I wrote my first WordPress plugin yesterday as a bit of a diversion. There was something I wanted to do to enhance this website, and I discovered that nobody had implemented a good solution yet (which shocked me a bit) so I set to playing around and wrote a plugin in PHP.
I’m afraid I can’t tell you what plug-in it is, or what it even does, because I posted it on my REAL blog (ie. the face I’m showing to potential employers, not my nom de plume blog here, and I even packaged and registered it with one of the WordPress plugin directories, so if I told you what it was I would risk my anonymity. (I’ll give you a hint, though: you can see its effects on this very web page!)

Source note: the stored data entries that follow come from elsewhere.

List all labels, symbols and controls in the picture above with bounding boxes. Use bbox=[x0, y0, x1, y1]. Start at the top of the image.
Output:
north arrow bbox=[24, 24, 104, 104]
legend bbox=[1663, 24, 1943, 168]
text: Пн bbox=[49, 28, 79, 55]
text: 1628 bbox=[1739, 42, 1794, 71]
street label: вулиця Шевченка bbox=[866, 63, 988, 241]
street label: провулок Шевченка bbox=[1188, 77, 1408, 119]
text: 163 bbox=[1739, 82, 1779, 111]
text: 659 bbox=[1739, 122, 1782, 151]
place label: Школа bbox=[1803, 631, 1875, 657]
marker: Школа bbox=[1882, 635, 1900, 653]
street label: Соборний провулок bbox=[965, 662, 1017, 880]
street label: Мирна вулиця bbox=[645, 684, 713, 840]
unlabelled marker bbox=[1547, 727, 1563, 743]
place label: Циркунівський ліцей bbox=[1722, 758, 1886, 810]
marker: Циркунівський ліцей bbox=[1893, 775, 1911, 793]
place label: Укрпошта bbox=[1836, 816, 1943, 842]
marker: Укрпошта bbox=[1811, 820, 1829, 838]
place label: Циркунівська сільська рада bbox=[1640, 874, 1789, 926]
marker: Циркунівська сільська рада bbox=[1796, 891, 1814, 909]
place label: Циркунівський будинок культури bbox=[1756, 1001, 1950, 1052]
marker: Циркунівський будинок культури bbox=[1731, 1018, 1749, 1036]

For as insanely-simple as this plug-in was, I went sort of overboard and implemented i18n internationalization. (Read: if you code something properly, it can be easily modified to function in other [human spoken] languages.) So if someone used my plug-in for their WordPress template design and happened to have a website running in French, Spanish or Russian, the plugin would automatically alter its output for those languages.
I’m sure you, the reader, could hardly care less. But I’ve always been fascinated with languages, and I’ve always wanted to know how to do proper software development for multi-language support. So I was slightly jazzed when I altered the language of my main blog (for a minute) and saw the plugin output change as well.
Speaking of multiple languages, this is also a demonstration of one of my few forays into PHP. So I guess I can put PHP on my resume now, huh?
It’s been so funny and frustrating at the same time: in my ongoing career search, recruiters and potential employers get so hung-up on what languages I know and how long I’ve known them. Until recently I couldn’t claim any C# experience, and then just last month, over the span of two weeks I’ve designed a serious C# class library that uses heavy class reflection and integrates over the COM bridge with Excel. When will employers get it through their thick skulls that I can learn a language in a week. “Oh no, we can’t hire this guy. He doesn’t know C# yet!” Bozos!
I had a recruiter recently think she couldn’t submit to me a management job because I didn’t have 10 years Java experience. I tried to explain to her that Java had been barely used, that no development tools (not even the first Visual Cafe my Symantec) existed, the Java 1.1 JVM hadn’t even been released and maybe a handful of experimental web applets were in existence. Really, nobody was using Java yet because it was unproven and nobody even knew what to do with it yet. And yet somehow it was important that back then I was professionally working with it?
And what’s more, this was important for a person in a management position? Ugh!
Whoops, sorry there. I didn’t mean for this to be a rant against recruiters. It was supposed to be an upbeat mention about how fun it is to be a hacker. And seriously, I know this makes me a big-ass geek, but writing that plugin—that’s one of the happiest ways I could have spent a Sunday afternoon. Yes. I am a geek.